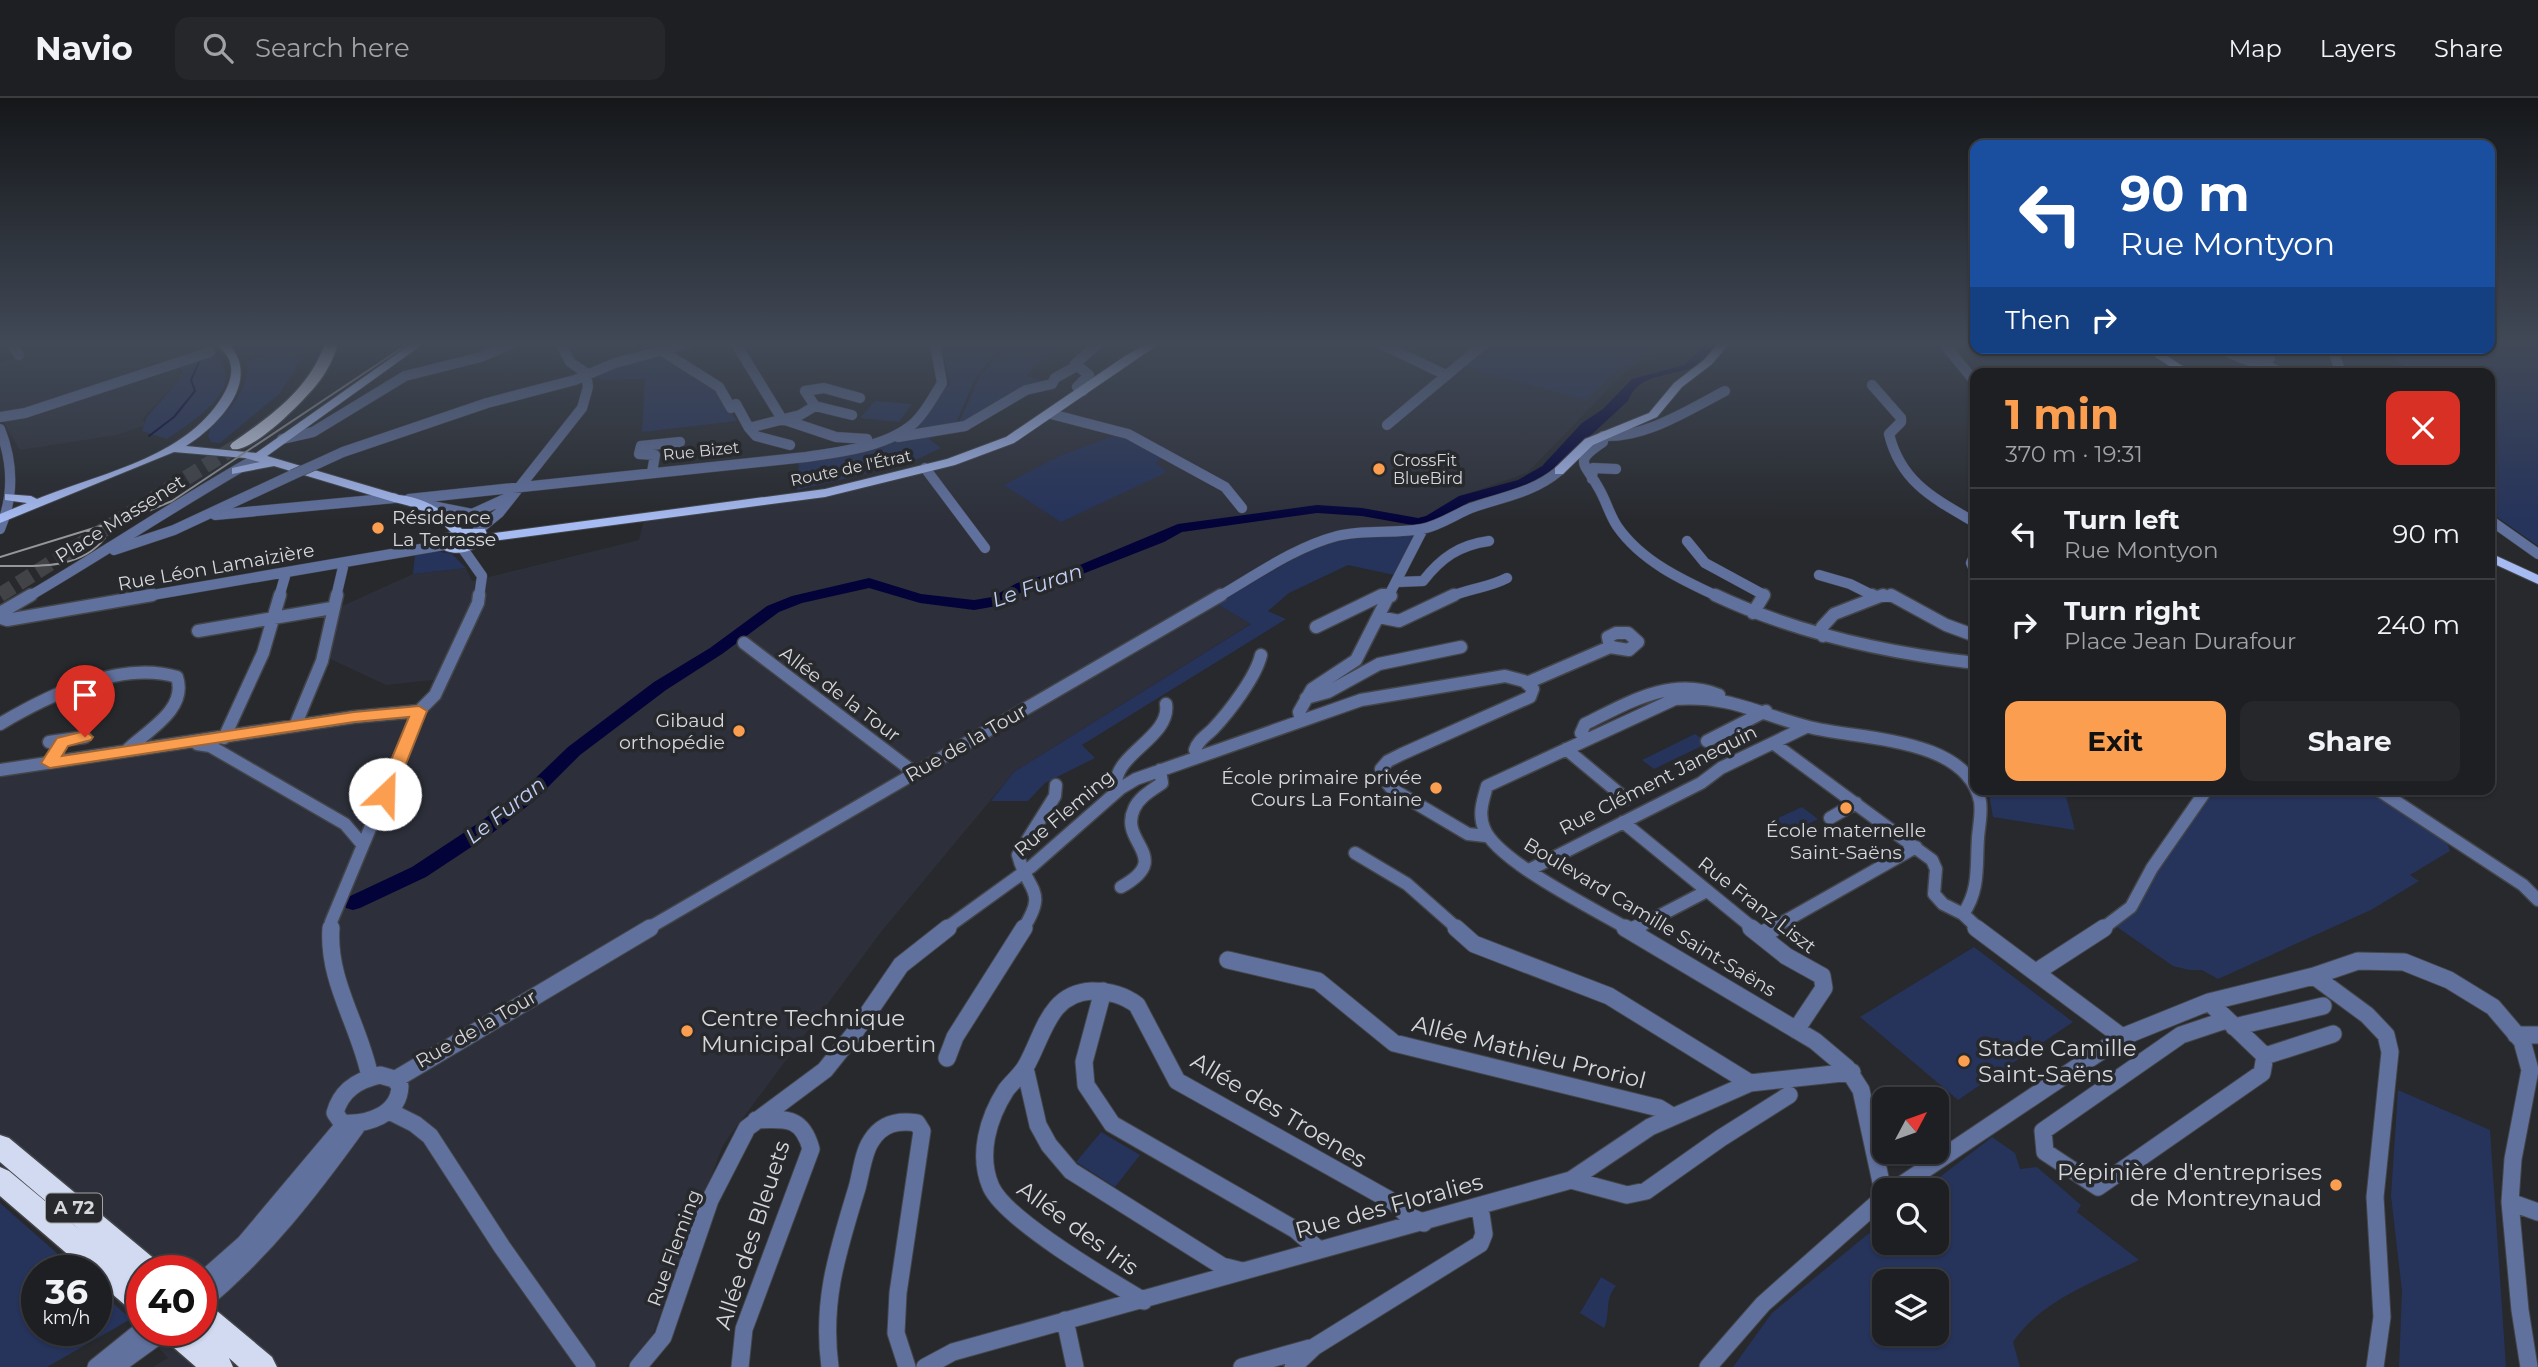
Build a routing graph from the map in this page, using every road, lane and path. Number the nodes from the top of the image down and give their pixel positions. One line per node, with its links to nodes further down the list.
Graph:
1 (57, 403): 21 (street)
2 (218, 403): 32 (main road)
3 (226, 403): 25 (main road)
4 (277, 403): 36 (highway)
5 (291, 403): 36 (highway)
6 (329, 403): 36 (main road)
7 (360, 403): 36 (street)
8 (486, 403): 41 (street)
9 (583, 403): 46 (street)
10 (732, 403): 28 (street)
11 (772, 403): 24 (street)
12 (813, 403): 20 (street)
13 (928, 403): 30 (street)
14 (1004, 403): 30 (street, Rue Bizet)
15 (1066, 403): 22 (main road, Route de l'Étrat)
16 (1413, 403): 27 (street)
17 (1663, 403): 29 (main road)
18 (1700, 403): 29 (street)
19 (1887, 403): 54 (street)
20 (815, 406): 23 (street); 24 (street)
21 (25, 414): 26 (street); 26 (street)
22 (1051, 414): 38 (main road, Route de l'Étrat); 51 (street)
23 (852, 415)
24 (782, 419): 28 (street); 30 (street)
25 (213, 421): 32 (main road); 34 (main road)
26 (0, 425): 37 (street)
27 (1387, 425)
28 (749, 428): 33 (street)
29 (1603, 436): 42 (main road); 45 (street)
30 (886, 438): 43 (street, Rue Bizet)
31 (680, 442): 43 (street)
32 (171, 445): 34 (main road); 35 (main road); 44 (main road); 49 (main road)
33 (790, 445)
34 (208, 446): 36 (main road)
35 (193, 450): 36 (main road); 44 (main road)
36 (258, 450): 40 (main road); 41 (main road)
37 (4, 468): 47 (street)
38 (925, 468): 58 (main road, Route de l'Étrat); 63 (street)
39 (1616, 470): 45 (street)
40 (236, 471): 65 (street, Place Massenet)
41 (316, 471): 48 (main road); 53 (street, bridge)
42 (1559, 471): 57 (street, Rue de la Tour)
43 (652, 472): 46 (street, Rue Bizet)
44 (114, 473): 52 (main road)
45 (1592, 479): 77 (street)
46 (519, 488): 48 (street); 50 (street); 58 (street)
47 (9, 497): 49 (main road); 52 (street)
48 (400, 499): 50 (main road); 53 (street); 59 (main road)
49 (31, 500): 52 (main road)
50 (428, 505): 59 (main road)
51 (1242, 508)
52 (3, 516): 56 (street)
53 (205, 516): 65 (street)
54 (1970, 519)
55 (2495, 524): 64 (street)
56 (0, 529)
57 (1423, 529): 72 (street); 111 (street, Rue de la Tour)
58 (479, 535): 59 (main road, Route de l'Étrat); 62 (main road)
59 (452, 538): 62 (main road); 67 (street, Rue Léon Lamaizière)
60 (1489, 541): 72 (street)
61 (1687, 541): 77 (street)
62 (463, 548): 93 (street)
63 (985, 548)
64 (2538, 554)
65 (98, 556): 76 (street, Place Massenet)
66 (2495, 559): 71 (main road)
67 (345, 563): 68 (street, Rue Léon Lamaizière); 75 (street)
68 (286, 573): 76 (street, Rue Léon Lamaizière); 79 (street)
69 (1819, 575): 74 (street)
70 (1507, 578): 78 (street)
71 (2538, 580)
72 (1398, 582): 73 (street)
73 (1391, 596): 78 (street); 80 (street)
74 (1876, 597): 82 (street); 83 (street)
75 (332, 608): 79 (street); 96 (street)
76 (1, 612)
77 (1753, 613): 83 (street)
78 (1379, 617): 90 (street)
79 (273, 618): 81 (street); 100 (street)
80 (1316, 627)
81 (198, 631)
82 (1970, 634)
83 (1823, 636): 88 (street)
84 (744, 643): 111 (street, Allée de la Tour)
85 (1461, 647): 90 (street)
86 (1610, 648): 89 (street)
87 (1261, 655): 107 (street)
88 (1970, 662)
89 (1529, 682): 94 (street, Rue Fleming); 124 (street)
90 (1306, 698): 94 (street)
91 (1166, 704): 114 (street)
92 (1766, 710): 97 (street); 101 (street); 104 (street)
93 (419, 711): 96 (street); 120 (street)
94 (1301, 719): 107 (street, Rue Fleming)
95 (0, 724): 105 (street)
96 (295, 726): 98 (street)
97 (1806, 727): 103 (street, Rue Clément Janequin); 112 (street)
98 (242, 734): 100 (street); 106 (street)
99 (85, 737): 108 (street)
100 (223, 738): 102 (street)
101 (1707, 741)
102 (180, 743): 105 (street); 106 (street)
103 (1773, 743): 119 (street); 122 (street, Rue Clément Janequin)
104 (1566, 749): 118 (street); 124 (street)
105 (126, 751): 108 (street)
106 (220, 752): 123 (street)
107 (1198, 756): 110 (street, Rue Fleming)
108 (50, 763): 109 (street)
109 (0, 770)
110 (1160, 770): 114 (street, Rue Fleming); 130 (street)
111 (915, 773): 153 (street, Rue de la Tour)
112 (1970, 782)
113 (1056, 785): 129 (street)
114 (1122, 788): 129 (street, Rue Fleming)
115 (1978, 795): 133 (street)
116 (2203, 795): 137 (street)
117 (2386, 795): 132 (street)
118 (1626, 799)
119 (1856, 803): 121 (street); 126 (street)
120 (373, 816): 123 (street); 125 (street)
121 (1830, 818)
122 (1623, 822): 128 (street, Rue Clément Janequin); 131 (street, Rue Franz Liszt)
123 (345, 824): 125 (street)
124 (1486, 836): 128 (street, Boulevard Camille Saint-Saëns)
125 (362, 844): 152 (street)
126 (1916, 847): 133 (street); 135 (street)
127 (1355, 853): 154 (street)
128 (1529, 870): 134 (street, Boulevard Camille Saint-Saëns)
129 (1023, 874): 149 (street); 158 (street, Rue Fleming)
130 (1121, 887)
131 (1707, 891): 134 (street); 135 (street, Rue Franz Liszt)
132 (2538, 900)
133 (1963, 914): 137 (street)
134 (1631, 931): 143 (street, Boulevard Camille Saint-Saëns)
135 (1761, 935): 143 (street, Rue Franz Liszt)
136 (1228, 960): 157 (street, Allée Mathieu Proriol)
137 (2036, 972): 147 (street)
138 (2314, 976): 140 (street); 145 (street); 197 (street)
139 (1103, 991): 150 (street, Allée des Iris); 169 (street, Allée des Troenes); 170 (street)
140 (2208, 1002): 142 (street); 147 (street)
141 (2323, 1006): 142 (street)
142 (2230, 1023): 148 (street); 148 (street)
143 (1796, 1030): 151 (street, Boulevard Camille Saint-Saëns)
144 (2333, 1034): 148 (street)
145 (2516, 1035): 146 (street); 165 (street)
146 (2538, 1035)
147 (2123, 1037): 162 (street)
148 (2265, 1056)
149 (947, 1058)
150 (1025, 1068): 173 (street); 176 (street, Allée des Iris)
151 (1853, 1072): 154 (street, Rue des Floralies); 161 (street, Boulevard Camille Saint-Saëns)
152 (370, 1077): 153 (street); 159 (street)
153 (396, 1079): 156 (street)
154 (1750, 1083): 157 (street, Rue des Floralies)
155 (1789, 1095): 164 (street)
156 (389, 1111): 159 (street); 187 (street)
157 (1672, 1116): 164 (street, Rue des Floralies)
158 (755, 1120): 188 (street, Rue Fleming); 189 (street, Allée des Bleuets)
159 (351, 1125): 172 (street); 175 (street)
160 (0, 1146): 171 (highway, A 72)
161 (1880, 1178)
162 (1912, 1178)
163 (0, 1180): 174 (highway, A 72)
164 (1571, 1180): 166 (street, Rue des Floralies)
165 (2510, 1202): 168 (street); 198 (street)
166 (1480, 1207): 169 (street, Rue des Floralies); 182 (street)
167 (1872, 1207): 196 (street)
168 (2538, 1213)
169 (1424, 1223): 170 (street, Rue des Floralies)
170 (1319, 1250): 173 (street, Rue des Floralies)
171 (129, 1255)
172 (217, 1268)
173 (1244, 1272): 176 (street, Rue des Floralies)
174 (126, 1287)
175 (217, 1296)
176 (1144, 1301): 177 (street, Rue des Floralies)
177 (1065, 1320): 192 (street, Rue des Floralies); 193 (street)
178 (217, 1340): 186 (highway)
179 (126, 1343): 183 (street)
180 (152, 1346): 184 (street)
181 (204, 1346): 185 (highway)
182 (1314, 1347): 194 (street); 195 (street)
183 (96, 1367)
184 (115, 1367)
185 (218, 1367)
186 (262, 1367)
187 (587, 1367)
188 (638, 1367)
189 (740, 1367)
190 (830, 1367): 191 (street)
191 (908, 1367)
192 (925, 1367)
193 (1075, 1367)
194 (1242, 1367)
195 (1293, 1367)
196 (1709, 1367)
197 (2375, 1367)
198 (2529, 1367)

┄┄┄┄┄┄┄┄┄┄┄┄┄┄┄┄┄┄┄┄

WHAT THE EXERCISE ASKS: Count how many of the lines in the material include the word "Fleming", and state that number without anything else.

RESPONSE AREA: 7